§ Stored items:
┄┄┄┄┄┄┄┄┄┄┄┄┄┄┄┄┄┄┄┄
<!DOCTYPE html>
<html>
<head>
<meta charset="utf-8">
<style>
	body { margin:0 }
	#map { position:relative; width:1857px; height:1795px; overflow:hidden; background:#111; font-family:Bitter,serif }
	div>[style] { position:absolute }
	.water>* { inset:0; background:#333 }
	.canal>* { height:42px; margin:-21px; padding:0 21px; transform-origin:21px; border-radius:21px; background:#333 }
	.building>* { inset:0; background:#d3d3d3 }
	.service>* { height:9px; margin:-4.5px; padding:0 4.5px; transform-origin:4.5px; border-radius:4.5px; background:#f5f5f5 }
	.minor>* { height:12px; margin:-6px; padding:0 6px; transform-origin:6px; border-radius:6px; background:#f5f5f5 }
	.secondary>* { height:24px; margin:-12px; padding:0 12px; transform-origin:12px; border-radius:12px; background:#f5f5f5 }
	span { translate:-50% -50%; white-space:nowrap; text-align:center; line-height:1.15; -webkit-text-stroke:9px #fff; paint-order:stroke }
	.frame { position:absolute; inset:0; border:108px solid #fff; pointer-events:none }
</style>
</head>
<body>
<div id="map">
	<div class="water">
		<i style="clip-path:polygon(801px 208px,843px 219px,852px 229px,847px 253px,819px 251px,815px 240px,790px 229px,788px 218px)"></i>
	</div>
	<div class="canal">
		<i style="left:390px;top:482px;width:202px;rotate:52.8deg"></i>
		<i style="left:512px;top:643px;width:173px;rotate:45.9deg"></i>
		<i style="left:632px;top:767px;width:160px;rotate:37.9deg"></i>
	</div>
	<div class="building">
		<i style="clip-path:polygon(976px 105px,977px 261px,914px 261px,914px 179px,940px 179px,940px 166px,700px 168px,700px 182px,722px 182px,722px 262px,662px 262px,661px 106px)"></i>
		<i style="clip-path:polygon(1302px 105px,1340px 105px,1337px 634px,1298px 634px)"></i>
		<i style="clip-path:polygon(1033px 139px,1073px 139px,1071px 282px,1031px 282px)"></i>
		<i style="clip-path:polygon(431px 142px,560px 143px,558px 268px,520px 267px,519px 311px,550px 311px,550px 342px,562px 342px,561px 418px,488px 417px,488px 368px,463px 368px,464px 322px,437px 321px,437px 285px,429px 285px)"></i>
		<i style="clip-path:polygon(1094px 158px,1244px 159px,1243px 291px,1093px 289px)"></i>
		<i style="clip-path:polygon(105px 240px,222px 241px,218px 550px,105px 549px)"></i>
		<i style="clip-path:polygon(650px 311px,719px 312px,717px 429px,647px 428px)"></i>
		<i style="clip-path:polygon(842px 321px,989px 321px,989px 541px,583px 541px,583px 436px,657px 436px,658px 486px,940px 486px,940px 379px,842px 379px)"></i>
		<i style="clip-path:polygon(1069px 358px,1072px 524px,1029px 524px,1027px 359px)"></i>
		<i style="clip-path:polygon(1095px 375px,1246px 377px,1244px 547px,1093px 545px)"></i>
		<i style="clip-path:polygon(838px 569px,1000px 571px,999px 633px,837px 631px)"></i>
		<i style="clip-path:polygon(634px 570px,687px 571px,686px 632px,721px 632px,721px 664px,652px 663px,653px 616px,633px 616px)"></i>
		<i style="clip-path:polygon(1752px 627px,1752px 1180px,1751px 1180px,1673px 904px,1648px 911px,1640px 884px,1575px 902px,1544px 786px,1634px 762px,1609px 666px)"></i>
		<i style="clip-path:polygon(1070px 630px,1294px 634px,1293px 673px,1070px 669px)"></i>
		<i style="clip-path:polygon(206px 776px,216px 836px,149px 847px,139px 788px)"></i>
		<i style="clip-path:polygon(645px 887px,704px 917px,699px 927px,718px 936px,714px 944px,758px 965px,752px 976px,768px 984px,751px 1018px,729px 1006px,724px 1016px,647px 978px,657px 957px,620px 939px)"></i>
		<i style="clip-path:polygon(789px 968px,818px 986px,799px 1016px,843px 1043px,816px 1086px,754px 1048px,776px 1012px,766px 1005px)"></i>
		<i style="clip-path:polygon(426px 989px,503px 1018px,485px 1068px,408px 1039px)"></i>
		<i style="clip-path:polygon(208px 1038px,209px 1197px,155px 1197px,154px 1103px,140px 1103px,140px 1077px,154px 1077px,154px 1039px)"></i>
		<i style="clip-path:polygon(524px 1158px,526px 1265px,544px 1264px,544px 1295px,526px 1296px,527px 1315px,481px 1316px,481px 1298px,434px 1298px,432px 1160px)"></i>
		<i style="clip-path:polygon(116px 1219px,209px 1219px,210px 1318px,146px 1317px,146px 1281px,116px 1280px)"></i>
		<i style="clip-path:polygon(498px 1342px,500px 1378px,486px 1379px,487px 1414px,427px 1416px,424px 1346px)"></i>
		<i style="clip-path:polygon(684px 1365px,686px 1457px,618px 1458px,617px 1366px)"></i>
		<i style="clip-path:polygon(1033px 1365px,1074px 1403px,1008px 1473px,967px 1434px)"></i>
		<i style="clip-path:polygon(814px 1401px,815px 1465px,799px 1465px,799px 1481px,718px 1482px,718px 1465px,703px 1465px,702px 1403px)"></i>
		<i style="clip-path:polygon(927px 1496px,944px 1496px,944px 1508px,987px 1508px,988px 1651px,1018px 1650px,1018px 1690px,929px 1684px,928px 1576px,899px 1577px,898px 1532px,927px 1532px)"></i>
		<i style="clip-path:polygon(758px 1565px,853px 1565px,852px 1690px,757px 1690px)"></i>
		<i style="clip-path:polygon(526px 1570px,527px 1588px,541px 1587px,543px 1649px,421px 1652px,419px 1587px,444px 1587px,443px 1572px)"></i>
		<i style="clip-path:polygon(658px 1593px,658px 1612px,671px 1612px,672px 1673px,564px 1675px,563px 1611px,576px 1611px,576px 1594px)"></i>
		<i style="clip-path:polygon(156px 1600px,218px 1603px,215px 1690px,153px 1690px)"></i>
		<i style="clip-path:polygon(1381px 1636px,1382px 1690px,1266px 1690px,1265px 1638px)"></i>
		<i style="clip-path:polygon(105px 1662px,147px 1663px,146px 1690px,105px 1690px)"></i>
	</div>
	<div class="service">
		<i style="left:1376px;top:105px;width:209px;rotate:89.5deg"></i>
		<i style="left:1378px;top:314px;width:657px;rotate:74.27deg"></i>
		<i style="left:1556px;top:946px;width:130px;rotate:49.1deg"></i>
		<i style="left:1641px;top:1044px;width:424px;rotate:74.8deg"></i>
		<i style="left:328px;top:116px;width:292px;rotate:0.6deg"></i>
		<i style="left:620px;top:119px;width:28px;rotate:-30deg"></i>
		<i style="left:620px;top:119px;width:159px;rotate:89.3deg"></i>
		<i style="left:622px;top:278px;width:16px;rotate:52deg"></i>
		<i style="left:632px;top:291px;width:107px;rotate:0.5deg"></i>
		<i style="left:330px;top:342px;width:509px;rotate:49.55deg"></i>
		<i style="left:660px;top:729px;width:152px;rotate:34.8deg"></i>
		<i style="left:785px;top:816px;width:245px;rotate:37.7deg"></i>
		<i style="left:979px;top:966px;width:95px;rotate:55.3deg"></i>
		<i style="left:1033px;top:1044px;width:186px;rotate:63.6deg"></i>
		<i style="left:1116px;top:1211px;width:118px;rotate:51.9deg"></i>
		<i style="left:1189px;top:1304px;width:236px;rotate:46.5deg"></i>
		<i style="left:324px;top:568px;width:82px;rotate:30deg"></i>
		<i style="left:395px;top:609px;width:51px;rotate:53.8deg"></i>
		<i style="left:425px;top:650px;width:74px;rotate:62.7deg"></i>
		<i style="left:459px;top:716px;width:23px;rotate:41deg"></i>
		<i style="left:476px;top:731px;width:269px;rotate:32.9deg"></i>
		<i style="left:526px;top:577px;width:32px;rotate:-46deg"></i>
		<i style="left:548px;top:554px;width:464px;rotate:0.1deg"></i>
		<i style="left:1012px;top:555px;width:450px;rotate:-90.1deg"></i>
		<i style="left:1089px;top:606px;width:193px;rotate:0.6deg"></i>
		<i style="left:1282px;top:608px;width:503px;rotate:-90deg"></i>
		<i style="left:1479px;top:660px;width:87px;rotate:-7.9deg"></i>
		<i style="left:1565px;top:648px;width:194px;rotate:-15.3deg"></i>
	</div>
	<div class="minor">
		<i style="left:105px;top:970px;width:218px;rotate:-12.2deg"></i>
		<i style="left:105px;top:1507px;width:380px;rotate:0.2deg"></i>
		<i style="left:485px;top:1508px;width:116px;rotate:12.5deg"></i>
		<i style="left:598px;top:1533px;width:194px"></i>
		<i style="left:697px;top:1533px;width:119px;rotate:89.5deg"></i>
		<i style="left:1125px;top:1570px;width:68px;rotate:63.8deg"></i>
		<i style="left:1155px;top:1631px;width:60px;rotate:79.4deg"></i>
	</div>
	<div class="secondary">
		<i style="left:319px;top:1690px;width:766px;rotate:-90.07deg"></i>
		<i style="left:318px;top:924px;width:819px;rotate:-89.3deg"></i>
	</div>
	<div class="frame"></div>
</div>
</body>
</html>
┄┄┄┄┄┄┄┄┄┄┄┄┄┄┄┄┄┄┄┄
§ What you need to do: Quote every line of the records above, from the first down to the one holding "height:9px; margin:-4.5px; padding:0", exactly as written.

§ Worked solution:
<!DOCTYPE html>
<html>
<head>
<meta charset="utf-8">
<style>
	body { margin:0 }
	#map { position:relative; width:1857px; height:1795px; overflow:hidden; background:#111; font-family:Bitter,serif }
	div>[style] { position:absolute }
	.water>* { inset:0; background:#333 }
	.canal>* { height:42px; margin:-21px; padding:0 21px; transform-origin:21px; border-radius:21px; background:#333 }
	.building>* { inset:0; background:#d3d3d3 }
	.service>* { height:9px; margin:-4.5px; padding:0 4.5px; transform-origin:4.5px; border-radius:4.5px; background:#f5f5f5 }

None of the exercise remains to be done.